Consider paper that you hold in your hands; for example, a newspaper you leaf through or a paper napkin. How does the paper feel – is it soft and smooth or hard and rough? The experience of touching a given surface is called tactile perception and it has a major impact on what you think about a product. This makes the field interesting to a great many companies and opens up a large market.

A broad field

Most products involve some form of touch. This applies not only to newspapers and paper napkins, but everything from our tactile perception of touch screens to how a skincare product feels against the skin.

“If a company manufactures a product that they want to provide the user with a given feeling, it is important that they understand what causes that particular sensation. By taking into account how the product should feel in the design process, and understanding the parameters that influence sensation, it is possible to achieve more effective product development,” explains Lisa Skedung, senior researcher in perception delivery at RISE. 

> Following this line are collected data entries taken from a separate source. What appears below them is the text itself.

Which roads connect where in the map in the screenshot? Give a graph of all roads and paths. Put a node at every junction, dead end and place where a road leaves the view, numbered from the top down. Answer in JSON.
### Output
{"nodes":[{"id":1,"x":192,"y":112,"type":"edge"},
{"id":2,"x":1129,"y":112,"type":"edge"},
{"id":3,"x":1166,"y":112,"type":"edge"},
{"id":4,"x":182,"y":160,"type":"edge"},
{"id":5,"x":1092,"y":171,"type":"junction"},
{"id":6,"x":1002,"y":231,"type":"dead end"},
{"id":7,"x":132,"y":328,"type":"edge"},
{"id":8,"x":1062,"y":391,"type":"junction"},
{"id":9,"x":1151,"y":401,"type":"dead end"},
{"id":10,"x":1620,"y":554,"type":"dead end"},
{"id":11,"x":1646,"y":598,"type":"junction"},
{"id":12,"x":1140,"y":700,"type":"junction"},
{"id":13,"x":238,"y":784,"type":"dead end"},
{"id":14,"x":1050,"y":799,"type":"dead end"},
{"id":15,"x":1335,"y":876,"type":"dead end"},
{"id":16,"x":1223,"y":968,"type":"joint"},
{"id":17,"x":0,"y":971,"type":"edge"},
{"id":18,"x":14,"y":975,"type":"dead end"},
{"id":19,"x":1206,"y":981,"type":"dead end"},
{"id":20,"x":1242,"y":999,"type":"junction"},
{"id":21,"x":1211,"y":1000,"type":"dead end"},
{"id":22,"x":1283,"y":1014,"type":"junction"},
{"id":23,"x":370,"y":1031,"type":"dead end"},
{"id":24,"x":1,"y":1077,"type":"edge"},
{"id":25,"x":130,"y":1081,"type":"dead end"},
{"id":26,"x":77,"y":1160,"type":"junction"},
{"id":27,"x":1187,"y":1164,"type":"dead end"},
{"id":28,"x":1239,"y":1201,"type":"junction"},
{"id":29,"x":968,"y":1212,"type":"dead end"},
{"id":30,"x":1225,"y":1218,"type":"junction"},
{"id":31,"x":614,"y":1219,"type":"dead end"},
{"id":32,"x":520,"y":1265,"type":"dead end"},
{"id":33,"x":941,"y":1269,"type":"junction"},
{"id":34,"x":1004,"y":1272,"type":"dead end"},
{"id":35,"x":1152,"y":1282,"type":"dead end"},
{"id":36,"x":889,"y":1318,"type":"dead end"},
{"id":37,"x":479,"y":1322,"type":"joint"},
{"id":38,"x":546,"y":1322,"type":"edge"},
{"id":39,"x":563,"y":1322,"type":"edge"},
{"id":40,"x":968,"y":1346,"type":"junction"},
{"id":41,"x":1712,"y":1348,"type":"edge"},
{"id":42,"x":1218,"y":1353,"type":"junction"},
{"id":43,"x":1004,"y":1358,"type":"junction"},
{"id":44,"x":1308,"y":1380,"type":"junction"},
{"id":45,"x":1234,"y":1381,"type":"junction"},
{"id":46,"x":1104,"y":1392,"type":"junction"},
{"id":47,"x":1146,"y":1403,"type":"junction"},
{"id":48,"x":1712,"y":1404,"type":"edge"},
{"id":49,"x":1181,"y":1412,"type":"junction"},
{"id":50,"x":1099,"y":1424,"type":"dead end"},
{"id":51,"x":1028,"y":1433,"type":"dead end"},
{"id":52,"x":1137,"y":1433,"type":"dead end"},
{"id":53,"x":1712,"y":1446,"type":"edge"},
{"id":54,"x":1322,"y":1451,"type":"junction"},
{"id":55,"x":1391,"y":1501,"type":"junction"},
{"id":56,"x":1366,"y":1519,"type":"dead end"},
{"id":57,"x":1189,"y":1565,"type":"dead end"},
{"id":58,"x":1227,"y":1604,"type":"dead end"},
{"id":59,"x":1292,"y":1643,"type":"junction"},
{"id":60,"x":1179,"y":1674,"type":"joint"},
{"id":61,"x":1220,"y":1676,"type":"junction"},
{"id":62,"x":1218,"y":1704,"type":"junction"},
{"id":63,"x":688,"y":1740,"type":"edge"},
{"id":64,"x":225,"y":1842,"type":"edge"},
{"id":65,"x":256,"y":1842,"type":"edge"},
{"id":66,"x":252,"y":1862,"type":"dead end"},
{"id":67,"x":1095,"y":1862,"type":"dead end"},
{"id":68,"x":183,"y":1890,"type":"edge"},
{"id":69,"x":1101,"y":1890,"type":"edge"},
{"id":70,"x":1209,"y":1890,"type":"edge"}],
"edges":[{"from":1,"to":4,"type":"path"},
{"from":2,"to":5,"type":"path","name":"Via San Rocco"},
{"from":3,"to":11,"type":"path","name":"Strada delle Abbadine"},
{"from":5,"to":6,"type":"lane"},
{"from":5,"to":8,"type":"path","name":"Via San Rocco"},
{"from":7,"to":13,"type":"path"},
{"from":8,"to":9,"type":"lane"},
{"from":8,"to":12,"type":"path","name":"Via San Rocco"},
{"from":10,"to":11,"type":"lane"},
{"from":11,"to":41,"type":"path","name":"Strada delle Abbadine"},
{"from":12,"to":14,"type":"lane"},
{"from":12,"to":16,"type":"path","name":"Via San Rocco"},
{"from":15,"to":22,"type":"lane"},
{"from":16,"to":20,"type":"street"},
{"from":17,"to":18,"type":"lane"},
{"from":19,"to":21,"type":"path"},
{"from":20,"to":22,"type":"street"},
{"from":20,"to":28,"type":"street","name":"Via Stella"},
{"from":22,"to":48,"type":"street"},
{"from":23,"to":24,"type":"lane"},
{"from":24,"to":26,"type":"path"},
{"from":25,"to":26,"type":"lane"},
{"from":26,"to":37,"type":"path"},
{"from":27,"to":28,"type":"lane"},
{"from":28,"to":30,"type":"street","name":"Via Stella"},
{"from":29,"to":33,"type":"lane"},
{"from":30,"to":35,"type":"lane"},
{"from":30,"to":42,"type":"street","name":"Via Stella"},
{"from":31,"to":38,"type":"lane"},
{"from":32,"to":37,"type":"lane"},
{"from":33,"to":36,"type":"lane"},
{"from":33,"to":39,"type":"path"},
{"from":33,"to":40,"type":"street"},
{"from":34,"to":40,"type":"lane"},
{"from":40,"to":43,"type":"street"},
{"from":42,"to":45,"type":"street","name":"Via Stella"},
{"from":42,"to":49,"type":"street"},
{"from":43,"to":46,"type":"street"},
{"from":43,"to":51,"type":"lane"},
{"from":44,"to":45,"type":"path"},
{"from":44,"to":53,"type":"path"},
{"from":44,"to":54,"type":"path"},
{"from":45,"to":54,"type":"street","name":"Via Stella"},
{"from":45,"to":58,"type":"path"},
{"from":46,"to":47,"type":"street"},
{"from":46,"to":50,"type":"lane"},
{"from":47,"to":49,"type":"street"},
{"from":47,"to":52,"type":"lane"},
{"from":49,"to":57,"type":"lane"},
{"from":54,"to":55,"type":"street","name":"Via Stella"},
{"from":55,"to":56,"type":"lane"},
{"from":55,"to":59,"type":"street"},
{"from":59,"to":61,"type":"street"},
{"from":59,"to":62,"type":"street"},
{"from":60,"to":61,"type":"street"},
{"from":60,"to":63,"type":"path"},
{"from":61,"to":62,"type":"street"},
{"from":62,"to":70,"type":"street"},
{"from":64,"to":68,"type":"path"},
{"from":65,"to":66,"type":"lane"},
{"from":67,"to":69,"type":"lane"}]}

Helping the customer to measure sensation

Lisa and her colleagues help customers to measure sensation. Psychophysical methods, methods that stimulate the senses, are used to increase knowledge of how the surface physics and chemistry of an object control our various sensory perceptions. This data can be used to identify predictive models of perception, making it possible to predict whether a given material property will provide a given sensation.

“We can then predict, for example, which structure or level of softness a paper should have in order to provide the desired sensation in the user. Companies can use this information and relate it to their sales, thus learning which products and properties provide the sensations that customers are looking for,” says Lisa Skedung.


Facts: Perception

Perception deals with processes in the human brain when it receives and interprets sensory input from our senses of sight, hearing, touch, smell and taste. A great deal of perception occurs unconsciously in the brain, something we notice for example when we shut out certain sounds. Only when we focus on the sound do we actually hear it!

RISE conducts a great deal of work in the field known as tactile perception, which deals with sensation and touch. Companies often want to ensure that their customers receive the right sensation from a product; that we as users enjoy a positive tactile experience. Ideas are being developed to introduce vibrations or friction to screens in order to generate a given sensation; for example, a plastic screen surface could be designed to feel like some other material such as fabric or wood.